TASK OBJECTIVE | Output all of the entries exactly as written.

[Dataset entries]
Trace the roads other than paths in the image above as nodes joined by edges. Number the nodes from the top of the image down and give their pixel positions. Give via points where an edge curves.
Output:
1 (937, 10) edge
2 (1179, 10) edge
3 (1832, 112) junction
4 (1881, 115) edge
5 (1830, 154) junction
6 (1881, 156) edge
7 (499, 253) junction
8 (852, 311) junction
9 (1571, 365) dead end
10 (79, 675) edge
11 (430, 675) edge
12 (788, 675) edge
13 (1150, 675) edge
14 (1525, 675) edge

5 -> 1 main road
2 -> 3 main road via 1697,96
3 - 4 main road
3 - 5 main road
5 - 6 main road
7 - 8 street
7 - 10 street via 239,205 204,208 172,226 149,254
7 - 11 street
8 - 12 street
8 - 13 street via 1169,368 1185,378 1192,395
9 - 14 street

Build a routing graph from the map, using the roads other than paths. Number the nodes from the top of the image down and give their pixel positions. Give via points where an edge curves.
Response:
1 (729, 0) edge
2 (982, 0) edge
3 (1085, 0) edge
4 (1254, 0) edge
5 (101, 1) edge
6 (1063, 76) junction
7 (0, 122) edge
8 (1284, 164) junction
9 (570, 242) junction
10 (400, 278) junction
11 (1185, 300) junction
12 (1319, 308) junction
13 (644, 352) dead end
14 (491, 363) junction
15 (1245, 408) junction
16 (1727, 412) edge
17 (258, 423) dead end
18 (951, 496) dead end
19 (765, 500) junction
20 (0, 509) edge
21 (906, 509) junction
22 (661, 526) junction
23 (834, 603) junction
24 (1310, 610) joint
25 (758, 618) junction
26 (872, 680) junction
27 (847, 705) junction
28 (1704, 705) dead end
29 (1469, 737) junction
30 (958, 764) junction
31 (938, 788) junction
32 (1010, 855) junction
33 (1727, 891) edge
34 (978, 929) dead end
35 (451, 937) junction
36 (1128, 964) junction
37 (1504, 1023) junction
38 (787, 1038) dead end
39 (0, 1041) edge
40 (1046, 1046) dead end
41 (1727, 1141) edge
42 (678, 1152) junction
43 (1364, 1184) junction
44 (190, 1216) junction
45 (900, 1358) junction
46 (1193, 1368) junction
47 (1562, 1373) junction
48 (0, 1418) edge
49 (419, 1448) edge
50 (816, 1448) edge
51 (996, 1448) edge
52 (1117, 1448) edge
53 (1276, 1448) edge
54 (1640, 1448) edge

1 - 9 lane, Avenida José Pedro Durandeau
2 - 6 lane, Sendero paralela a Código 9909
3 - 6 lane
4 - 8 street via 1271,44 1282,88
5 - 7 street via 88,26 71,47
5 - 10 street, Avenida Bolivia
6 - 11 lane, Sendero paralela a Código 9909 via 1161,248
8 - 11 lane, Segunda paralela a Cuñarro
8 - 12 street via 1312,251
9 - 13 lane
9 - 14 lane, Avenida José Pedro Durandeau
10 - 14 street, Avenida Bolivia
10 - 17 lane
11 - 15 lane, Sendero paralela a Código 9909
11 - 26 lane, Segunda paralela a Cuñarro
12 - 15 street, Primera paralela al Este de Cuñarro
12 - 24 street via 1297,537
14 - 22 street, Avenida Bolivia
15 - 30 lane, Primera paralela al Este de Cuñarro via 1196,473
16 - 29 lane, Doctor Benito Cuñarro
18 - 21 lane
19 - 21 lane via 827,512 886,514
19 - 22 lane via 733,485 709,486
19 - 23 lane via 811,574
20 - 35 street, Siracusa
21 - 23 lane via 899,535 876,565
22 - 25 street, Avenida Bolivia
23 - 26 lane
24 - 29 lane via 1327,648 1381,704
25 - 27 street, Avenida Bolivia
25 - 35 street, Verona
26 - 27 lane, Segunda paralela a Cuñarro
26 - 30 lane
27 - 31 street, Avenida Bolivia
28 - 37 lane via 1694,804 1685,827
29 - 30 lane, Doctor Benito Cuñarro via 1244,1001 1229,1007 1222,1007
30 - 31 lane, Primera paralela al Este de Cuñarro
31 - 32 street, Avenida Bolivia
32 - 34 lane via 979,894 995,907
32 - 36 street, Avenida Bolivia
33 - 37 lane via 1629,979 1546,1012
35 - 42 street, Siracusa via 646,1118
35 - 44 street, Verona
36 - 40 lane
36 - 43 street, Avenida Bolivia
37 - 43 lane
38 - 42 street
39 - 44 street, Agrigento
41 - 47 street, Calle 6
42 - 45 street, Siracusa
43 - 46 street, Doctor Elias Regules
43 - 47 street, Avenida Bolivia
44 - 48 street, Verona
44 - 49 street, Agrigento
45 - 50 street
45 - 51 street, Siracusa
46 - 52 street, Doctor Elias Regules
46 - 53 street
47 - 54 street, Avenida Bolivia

RESPONSE TO THE TASK |
Trace the roads other than paths in the image above as nodes joined by edges. Number the nodes from the top of the image down and give their pixel positions. Give via points where an edge curves.
Output:
1 (937, 10) edge
2 (1179, 10) edge
3 (1832, 112) junction
4 (1881, 115) edge
5 (1830, 154) junction
6 (1881, 156) edge
7 (499, 253) junction
8 (852, 311) junction
9 (1571, 365) dead end
10 (79, 675) edge
11 (430, 675) edge
12 (788, 675) edge
13 (1150, 675) edge
14 (1525, 675) edge

5 -> 1 main road
2 -> 3 main road via 1697,96
3 - 4 main road
3 - 5 main road
5 - 6 main road
7 - 8 street
7 - 10 street via 239,205 204,208 172,226 149,254
7 - 11 street
8 - 12 street
8 - 13 street via 1169,368 1185,378 1192,395
9 - 14 street

Build a routing graph from the map, using the roads other than paths. Number the nodes from the top of the image down and give their pixel positions. Give via points where an edge curves.
Response:
1 (729, 0) edge
2 (982, 0) edge
3 (1085, 0) edge
4 (1254, 0) edge
5 (101, 1) edge
6 (1063, 76) junction
7 (0, 122) edge
8 (1284, 164) junction
9 (570, 242) junction
10 (400, 278) junction
11 (1185, 300) junction
12 (1319, 308) junction
13 (644, 352) dead end
14 (491, 363) junction
15 (1245, 408) junction
16 (1727, 412) edge
17 (258, 423) dead end
18 (951, 496) dead end
19 (765, 500) junction
20 (0, 509) edge
21 (906, 509) junction
22 (661, 526) junction
23 (834, 603) junction
24 (1310, 610) joint
25 (758, 618) junction
26 (872, 680) junction
27 (847, 705) junction
28 (1704, 705) dead end
29 (1469, 737) junction
30 (958, 764) junction
31 (938, 788) junction
32 (1010, 855) junction
33 (1727, 891) edge
34 (978, 929) dead end
35 (451, 937) junction
36 (1128, 964) junction
37 (1504, 1023) junction
38 (787, 1038) dead end
39 (0, 1041) edge
40 (1046, 1046) dead end
41 (1727, 1141) edge
42 (678, 1152) junction
43 (1364, 1184) junction
44 (190, 1216) junction
45 (900, 1358) junction
46 (1193, 1368) junction
47 (1562, 1373) junction
48 (0, 1418) edge
49 (419, 1448) edge
50 (816, 1448) edge
51 (996, 1448) edge
52 (1117, 1448) edge
53 (1276, 1448) edge
54 (1640, 1448) edge

1 - 9 lane, Avenida José Pedro Durandeau
2 - 6 lane, Sendero paralela a Código 9909
3 - 6 lane
4 - 8 street via 1271,44 1282,88
5 - 7 street via 88,26 71,47
5 - 10 street, Avenida Bolivia
6 - 11 lane, Sendero paralela a Código 9909 via 1161,248
8 - 11 lane, Segunda paralela a Cuñarro
8 - 12 street via 1312,251
9 - 13 lane
9 - 14 lane, Avenida José Pedro Durandeau
10 - 14 street, Avenida Bolivia
10 - 17 lane
11 - 15 lane, Sendero paralela a Código 9909
11 - 26 lane, Segunda paralela a Cuñarro
12 - 15 street, Primera paralela al Este de Cuñarro
12 - 24 street via 1297,537
14 - 22 street, Avenida Bolivia
15 - 30 lane, Primera paralela al Este de Cuñarro via 1196,473
16 - 29 lane, Doctor Benito Cuñarro
18 - 21 lane
19 - 21 lane via 827,512 886,514
19 - 22 lane via 733,485 709,486
19 - 23 lane via 811,574
20 - 35 street, Siracusa
21 - 23 lane via 899,535 876,565
22 - 25 street, Avenida Bolivia
23 - 26 lane
24 - 29 lane via 1327,648 1381,704
25 - 27 street, Avenida Bolivia
25 - 35 street, Verona
26 - 27 lane, Segunda paralela a Cuñarro
26 - 30 lane
27 - 31 street, Avenida Bolivia
28 - 37 lane via 1694,804 1685,827
29 - 30 lane, Doctor Benito Cuñarro via 1244,1001 1229,1007 1222,1007
30 - 31 lane, Primera paralela al Este de Cuñarro
31 - 32 street, Avenida Bolivia
32 - 34 lane via 979,894 995,907
32 - 36 street, Avenida Bolivia
33 - 37 lane via 1629,979 1546,1012
35 - 42 street, Siracusa via 646,1118
35 - 44 street, Verona
36 - 40 lane
36 - 43 street, Avenida Bolivia
37 - 43 lane
38 - 42 street
39 - 44 street, Agrigento
41 - 47 street, Calle 6
42 - 45 street, Siracusa
43 - 46 street, Doctor Elias Regules
43 - 47 street, Avenida Bolivia
44 - 48 street, Verona
44 - 49 street, Agrigento
45 - 50 street
45 - 51 street, Siracusa
46 - 52 street, Doctor Elias Regules
46 - 53 street
47 - 54 street, Avenida Bolivia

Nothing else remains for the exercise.